**TASK**
Images don't belong in the copy. Output the rest of the data exactly.

**EXTRACTED ENTRIES**

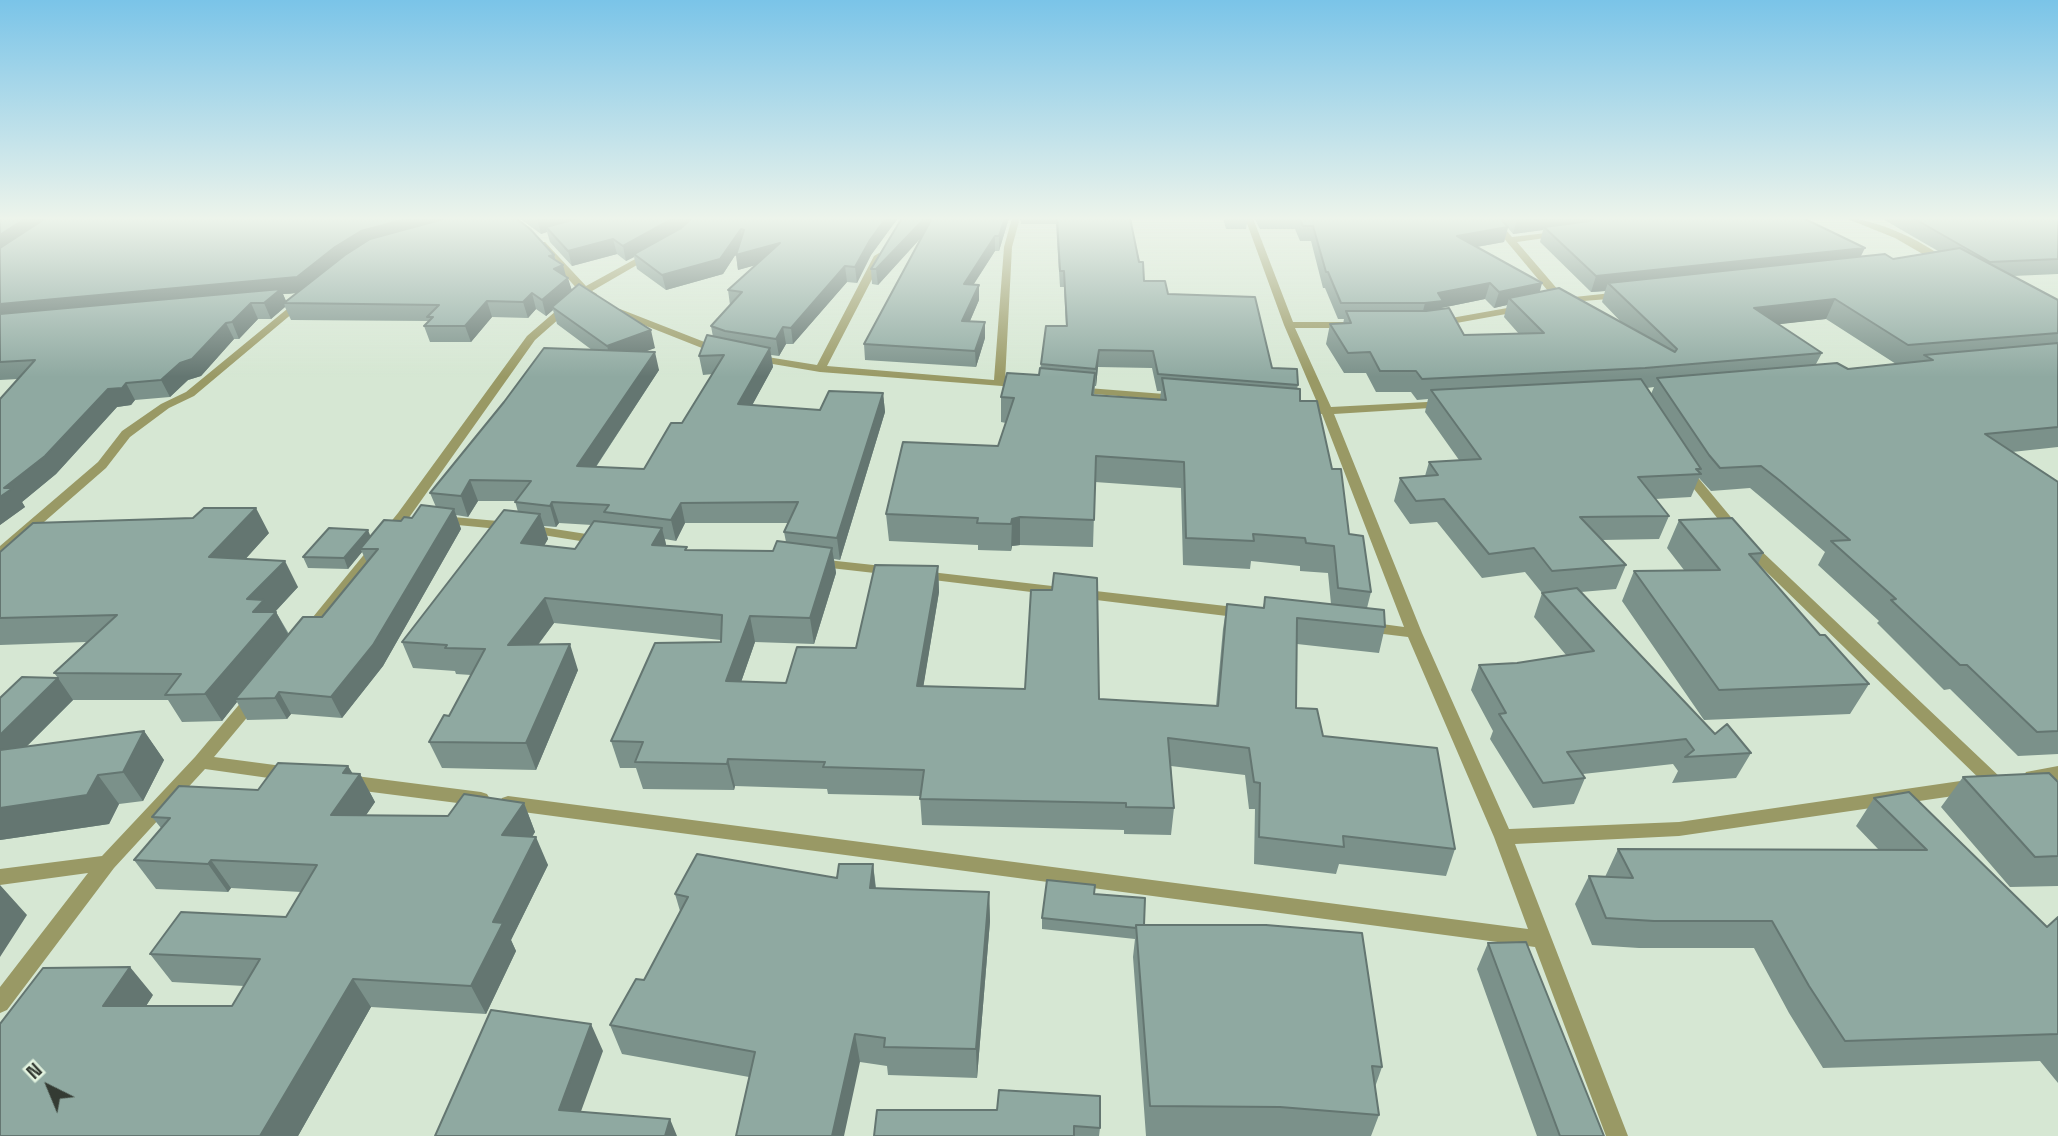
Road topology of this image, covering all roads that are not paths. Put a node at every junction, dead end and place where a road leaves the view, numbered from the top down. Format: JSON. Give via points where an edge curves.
{"nodes":[{"id":1,"x":568,"y":271,"type":"edge"},
{"id":2,"x":621,"y":271,"type":"edge"},
{"id":3,"x":873,"y":271,"type":"edge"},
{"id":4,"x":1006,"y":271,"type":"edge"},
{"id":5,"x":1269,"y":271,"type":"edge"},
{"id":6,"x":1538,"y":271,"type":"edge"},
{"id":7,"x":315,"y":290,"type":"edge"},
{"id":8,"x":585,"y":291,"type":"junction"},
{"id":9,"x":1635,"y":294,"type":"edge"},
{"id":10,"x":305,"y":298,"type":"junction"},
{"id":11,"x":291,"y":299,"type":"edge"},
{"id":12,"x":1562,"y":300,"type":"junction"},
{"id":13,"x":1550,"y":303,"type":"edge"},
{"id":14,"x":1538,"y":305,"type":"edge"},
{"id":15,"x":1432,"y":324,"type":"edge"},
{"id":16,"x":1289,"y":325,"type":"junction"},
{"id":17,"x":1365,"y":325,"type":"edge"},
{"id":18,"x":820,"y":369,"type":"junction"},
{"id":19,"x":999,"y":384,"type":"junction"},
{"id":20,"x":1040,"y":387,"type":"edge"},
{"id":21,"x":1068,"y":389,"type":"edge"},
{"id":22,"x":1191,"y":400,"type":"edge"},
{"id":23,"x":1462,"y":403,"type":"edge"},
{"id":24,"x":1286,"y":408,"type":"edge"},
{"id":25,"x":1327,"y":411,"type":"junction"},
{"id":26,"x":1679,"y":459,"type":"edge"},
{"id":27,"x":416,"y":518,"type":"junction"},
{"id":28,"x":618,"y":542,"type":"edge"},
{"id":29,"x":0,"y":553,"type":"edge"},
{"id":30,"x":797,"y":561,"type":"edge"},
{"id":31,"x":1264,"y":615,"type":"edge"},
{"id":32,"x":1346,"y":625,"type":"edge"},
{"id":33,"x":1414,"y":633,"type":"junction"},
{"id":34,"x":298,"y":645,"type":"edge"},
{"id":35,"x":262,"y":687,"type":"edge"},
{"id":36,"x":201,"y":762,"type":"junction"},
{"id":37,"x":2058,"y":773,"type":"edge"},
{"id":38,"x":2008,"y":781,"type":"junction"},
{"id":39,"x":1503,"y":837,"type":"junction"},
{"id":40,"x":107,"y":863,"type":"junction"},
{"id":41,"x":0,"y":877,"type":"edge"},
{"id":42,"x":1542,"y":939,"type":"junction"},
{"id":43,"x":0,"y":1003,"type":"edge"},
{"id":44,"x":1617,"y":1136,"type":"edge"}],
"edges":[{"from":1,"to":8,"type":"street"},
{"from":2,"to":8,"type":"street"},
{"from":3,"to":18,"type":"street"},
{"from":4,"to":19,"type":"street"},
{"from":5,"to":16,"type":"street"},
{"from":6,"to":12,"type":"street"},
{"from":7,"to":10,"type":"street"},
{"from":8,"to":18,"type":"street","via":[[631,318],[704,348]]},
{"from":8,"to":27,"type":"street","via":[[531,338]]},
{"from":9,"to":12,"type":"street"},
{"from":10,"to":11,"type":"street"},
{"from":10,"to":29,"type":"street","via":[[190,394],[126,434],[102,465]]},
{"from":12,"to":13,"type":"street"},
{"from":14,"to":15,"type":"street"},
{"from":16,"to":17,"type":"street"},
{"from":16,"to":25,"type":"street"},
{"from":18,"to":19,"type":"street"},
{"from":19,"to":20,"type":"street"},
{"from":21,"to":22,"type":"street"},
{"from":23,"to":25,"type":"street"},
{"from":24,"to":25,"type":"street"},
{"from":25,"to":33,"type":"street"},
{"from":26,"to":38,"type":"street","via":[[1692,481],[1760,559]]},
{"from":27,"to":28,"type":"street"},
{"from":27,"to":34,"type":"street"},
{"from":30,"to":31,"type":"street"},
{"from":32,"to":33,"type":"street"},
{"from":33,"to":39,"type":"street"},
{"from":35,"to":36,"type":"street"},
{"from":36,"to":40,"type":"street"},
{"from":36,"to":42,"type":"street"},
{"from":37,"to":38,"type":"street"},
{"from":38,"to":39,"type":"street","via":[[1679,828]]},
{"from":39,"to":42,"type":"street"},
{"from":40,"to":41,"type":"street"},
{"from":40,"to":43,"type":"street"},
{"from":42,"to":44,"type":"street"}]}
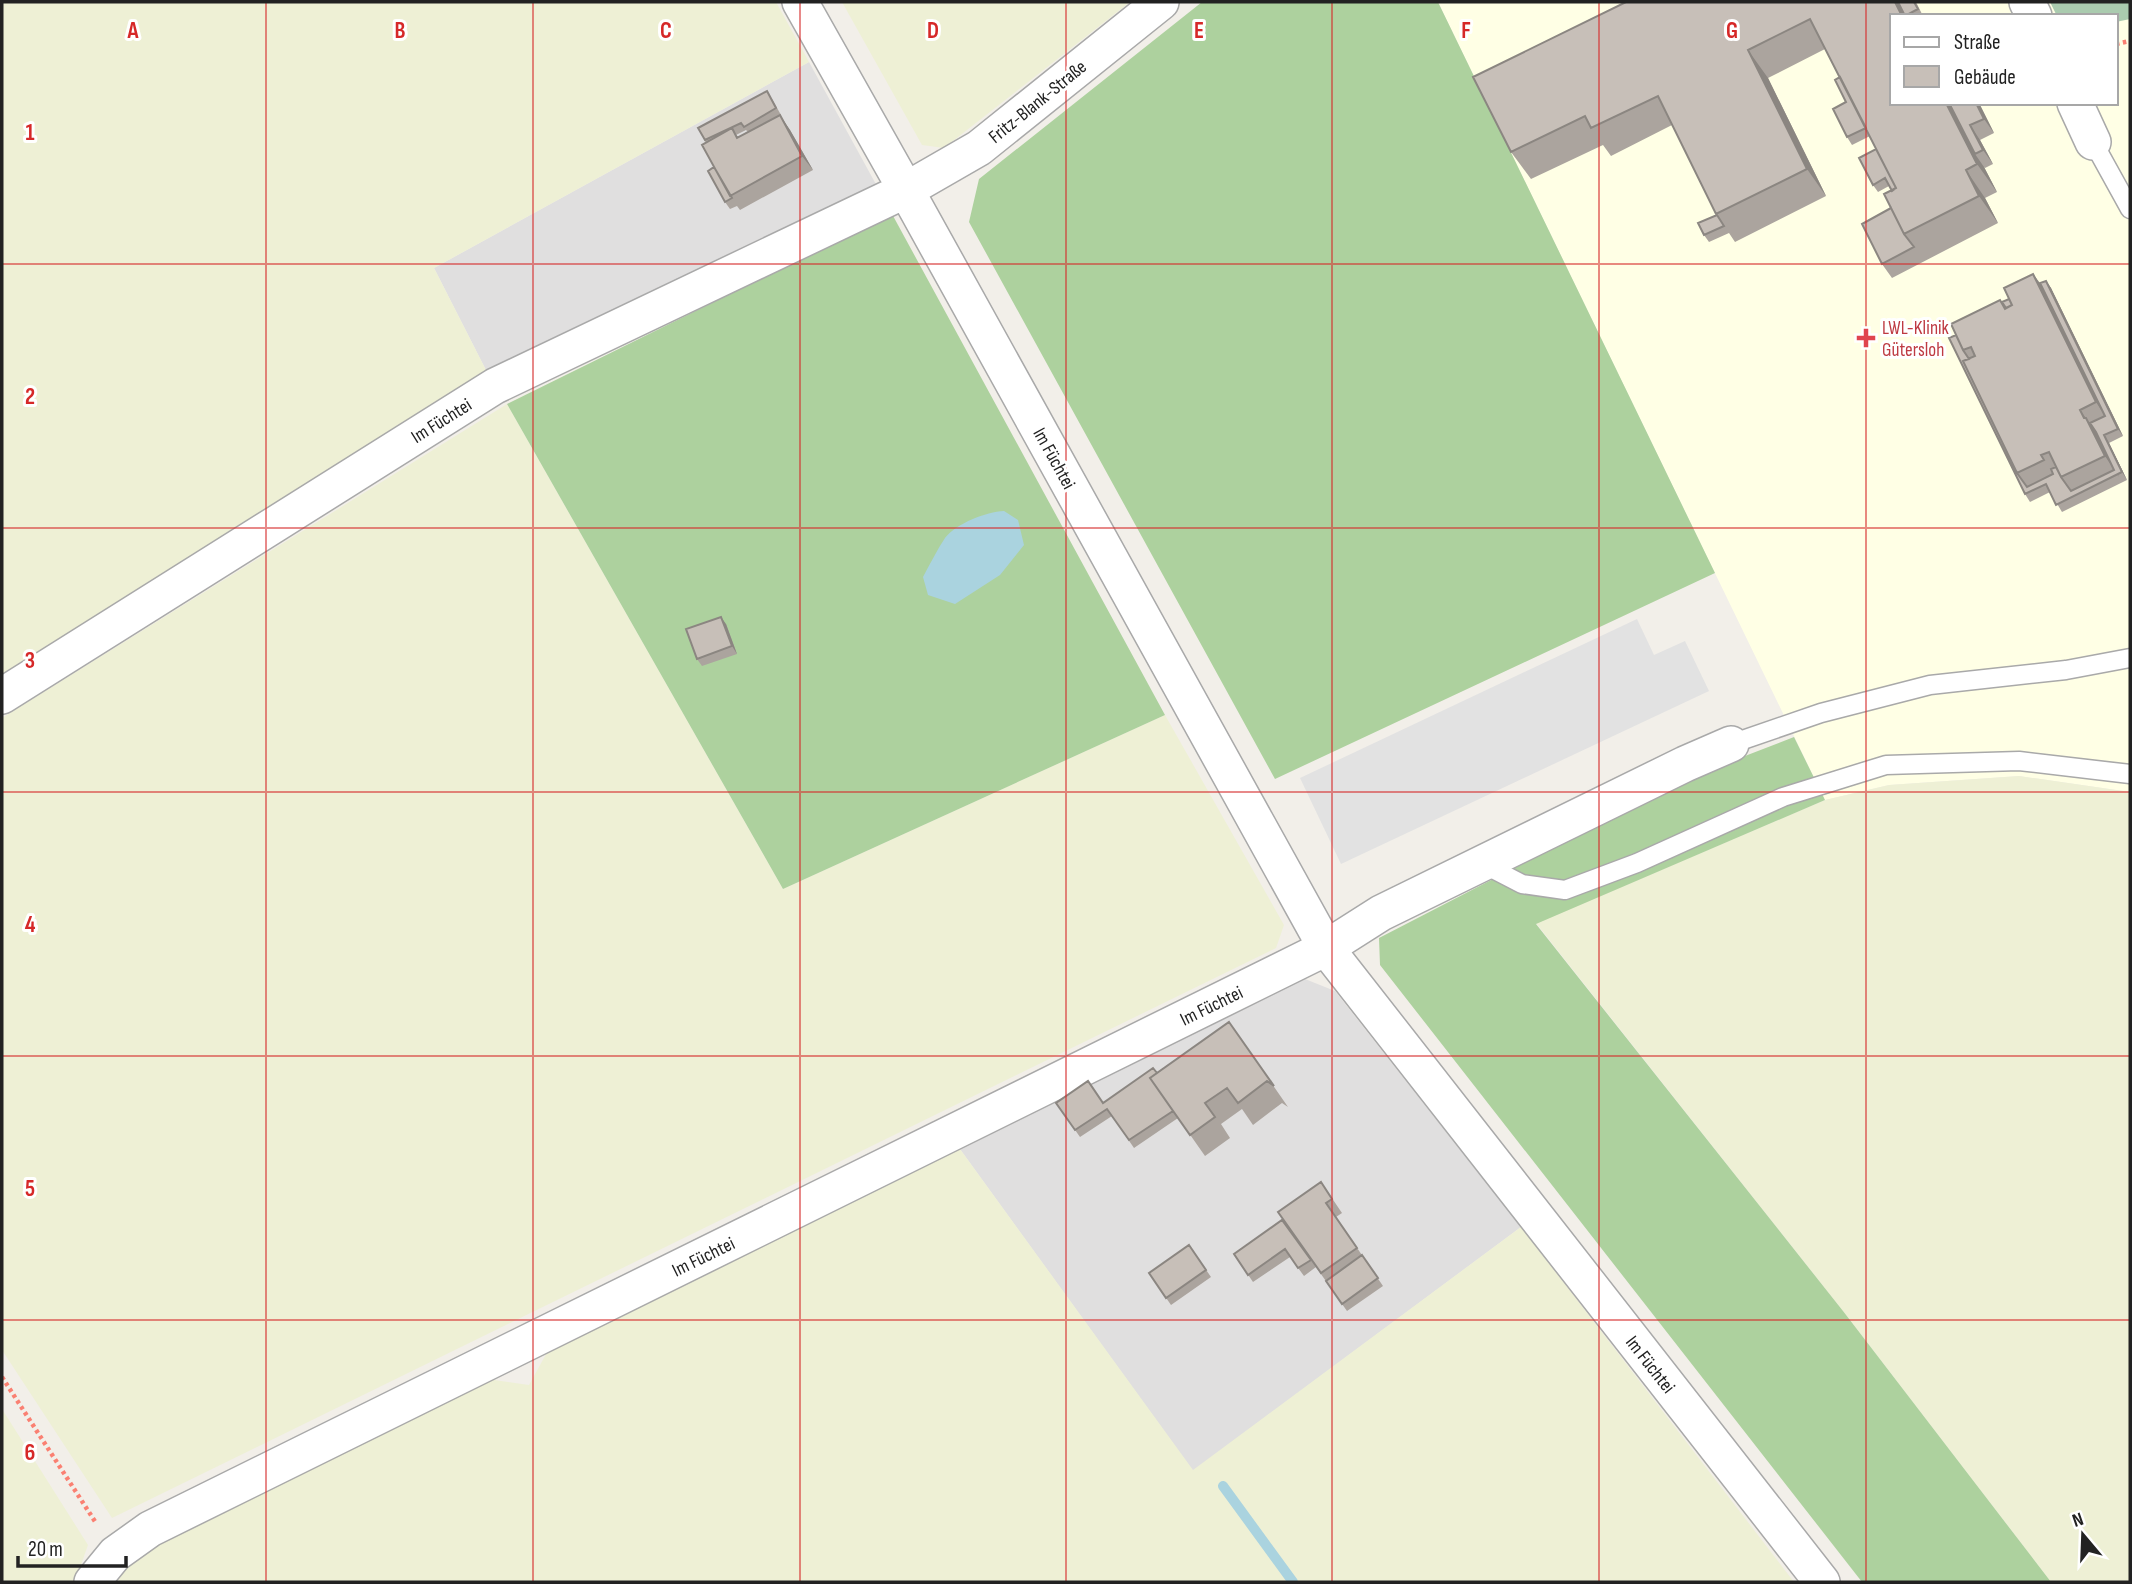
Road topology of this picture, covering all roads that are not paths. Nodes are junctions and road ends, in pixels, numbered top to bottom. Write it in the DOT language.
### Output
graph roads {
  1 [pos="800,2"];
  2 [pos="1161,2"];
  3 [pos="2076,105"];
  4 [pos="2093,142"];
  5 [pos="906,190"];
  6 [pos="2130,209"];
  7 [pos="2130,658"];
  8 [pos="2,696"];
  9 [pos="1731,744"];
  10 [pos="2130,774"];
  11 [pos="1488,860"];
  12 [pos="1326,948"];
  13 [pos="92,1582"];
  14 [pos="1822,1582"];
  1 -- 5 [label="street, Im Füchtei"];
  2 -- 5 [label="street, Fritz-Blank-Straße"];
  3 -- 4 [label="street"];
  4 -- 6 [label="lane"];
  5 -- 8 [label="street, Im Füchtei"];
  5 -- 12 [label="street, Im Füchtei"];
  7 -- 9 [label="lane"];
  9 -- 11 [label="street, Im Füchtei"];
  10 -- 11 [label="lane"];
  11 -- 12 [label="street, Im Füchtei"];
  12 -- 13 [label="street, Im Füchtei"];
  12 -- 14 [label="street, Im Füchtei"];
}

**ANSWER FOR THE TASK**
Road topology of this image, covering all roads that are not paths. Put a node at every junction, dead end and place where a road leaves the view, numbered from the top down. Format: JSON. Give via points where an edge curves.
{"nodes":[{"id":1,"x":568,"y":271,"type":"edge"},
{"id":2,"x":621,"y":271,"type":"edge"},
{"id":3,"x":873,"y":271,"type":"edge"},
{"id":4,"x":1006,"y":271,"type":"edge"},
{"id":5,"x":1269,"y":271,"type":"edge"},
{"id":6,"x":1538,"y":271,"type":"edge"},
{"id":7,"x":315,"y":290,"type":"edge"},
{"id":8,"x":585,"y":291,"type":"junction"},
{"id":9,"x":1635,"y":294,"type":"edge"},
{"id":10,"x":305,"y":298,"type":"junction"},
{"id":11,"x":291,"y":299,"type":"edge"},
{"id":12,"x":1562,"y":300,"type":"junction"},
{"id":13,"x":1550,"y":303,"type":"edge"},
{"id":14,"x":1538,"y":305,"type":"edge"},
{"id":15,"x":1432,"y":324,"type":"edge"},
{"id":16,"x":1289,"y":325,"type":"junction"},
{"id":17,"x":1365,"y":325,"type":"edge"},
{"id":18,"x":820,"y":369,"type":"junction"},
{"id":19,"x":999,"y":384,"type":"junction"},
{"id":20,"x":1040,"y":387,"type":"edge"},
{"id":21,"x":1068,"y":389,"type":"edge"},
{"id":22,"x":1191,"y":400,"type":"edge"},
{"id":23,"x":1462,"y":403,"type":"edge"},
{"id":24,"x":1286,"y":408,"type":"edge"},
{"id":25,"x":1327,"y":411,"type":"junction"},
{"id":26,"x":1679,"y":459,"type":"edge"},
{"id":27,"x":416,"y":518,"type":"junction"},
{"id":28,"x":618,"y":542,"type":"edge"},
{"id":29,"x":0,"y":553,"type":"edge"},
{"id":30,"x":797,"y":561,"type":"edge"},
{"id":31,"x":1264,"y":615,"type":"edge"},
{"id":32,"x":1346,"y":625,"type":"edge"},
{"id":33,"x":1414,"y":633,"type":"junction"},
{"id":34,"x":298,"y":645,"type":"edge"},
{"id":35,"x":262,"y":687,"type":"edge"},
{"id":36,"x":201,"y":762,"type":"junction"},
{"id":37,"x":2058,"y":773,"type":"edge"},
{"id":38,"x":2008,"y":781,"type":"junction"},
{"id":39,"x":1503,"y":837,"type":"junction"},
{"id":40,"x":107,"y":863,"type":"junction"},
{"id":41,"x":0,"y":877,"type":"edge"},
{"id":42,"x":1542,"y":939,"type":"junction"},
{"id":43,"x":0,"y":1003,"type":"edge"},
{"id":44,"x":1617,"y":1136,"type":"edge"}],
"edges":[{"from":1,"to":8,"type":"street"},
{"from":2,"to":8,"type":"street"},
{"from":3,"to":18,"type":"street"},
{"from":4,"to":19,"type":"street"},
{"from":5,"to":16,"type":"street"},
{"from":6,"to":12,"type":"street"},
{"from":7,"to":10,"type":"street"},
{"from":8,"to":18,"type":"street","via":[[631,318],[704,348]]},
{"from":8,"to":27,"type":"street","via":[[531,338]]},
{"from":9,"to":12,"type":"street"},
{"from":10,"to":11,"type":"street"},
{"from":10,"to":29,"type":"street","via":[[190,394],[126,434],[102,465]]},
{"from":12,"to":13,"type":"street"},
{"from":14,"to":15,"type":"street"},
{"from":16,"to":17,"type":"street"},
{"from":16,"to":25,"type":"street"},
{"from":18,"to":19,"type":"street"},
{"from":19,"to":20,"type":"street"},
{"from":21,"to":22,"type":"street"},
{"from":23,"to":25,"type":"street"},
{"from":24,"to":25,"type":"street"},
{"from":25,"to":33,"type":"street"},
{"from":26,"to":38,"type":"street","via":[[1692,481],[1760,559]]},
{"from":27,"to":28,"type":"street"},
{"from":27,"to":34,"type":"street"},
{"from":30,"to":31,"type":"street"},
{"from":32,"to":33,"type":"street"},
{"from":33,"to":39,"type":"street"},
{"from":35,"to":36,"type":"street"},
{"from":36,"to":40,"type":"street"},
{"from":36,"to":42,"type":"street"},
{"from":37,"to":38,"type":"street"},
{"from":38,"to":39,"type":"street","via":[[1679,828]]},
{"from":39,"to":42,"type":"street"},
{"from":40,"to":41,"type":"street"},
{"from":40,"to":43,"type":"street"},
{"from":42,"to":44,"type":"street"}]}
Road topology of this picture, covering all roads that are not paths. Nodes are junctions and road ends, in pixels, numbered top to bottom. Write it in the DOT language.
### Output
graph roads {
  1 [pos="800,2"];
  2 [pos="1161,2"];
  3 [pos="2076,105"];
  4 [pos="2093,142"];
  5 [pos="906,190"];
  6 [pos="2130,209"];
  7 [pos="2130,658"];
  8 [pos="2,696"];
  9 [pos="1731,744"];
  10 [pos="2130,774"];
  11 [pos="1488,860"];
  12 [pos="1326,948"];
  13 [pos="92,1582"];
  14 [pos="1822,1582"];
  1 -- 5 [label="street, Im Füchtei"];
  2 -- 5 [label="street, Fritz-Blank-Straße"];
  3 -- 4 [label="street"];
  4 -- 6 [label="lane"];
  5 -- 8 [label="street, Im Füchtei"];
  5 -- 12 [label="street, Im Füchtei"];
  7 -- 9 [label="lane"];
  9 -- 11 [label="street, Im Füchtei"];
  10 -- 11 [label="lane"];
  11 -- 12 [label="street, Im Füchtei"];
  12 -- 13 [label="street, Im Füchtei"];
  12 -- 14 [label="street, Im Füchtei"];
}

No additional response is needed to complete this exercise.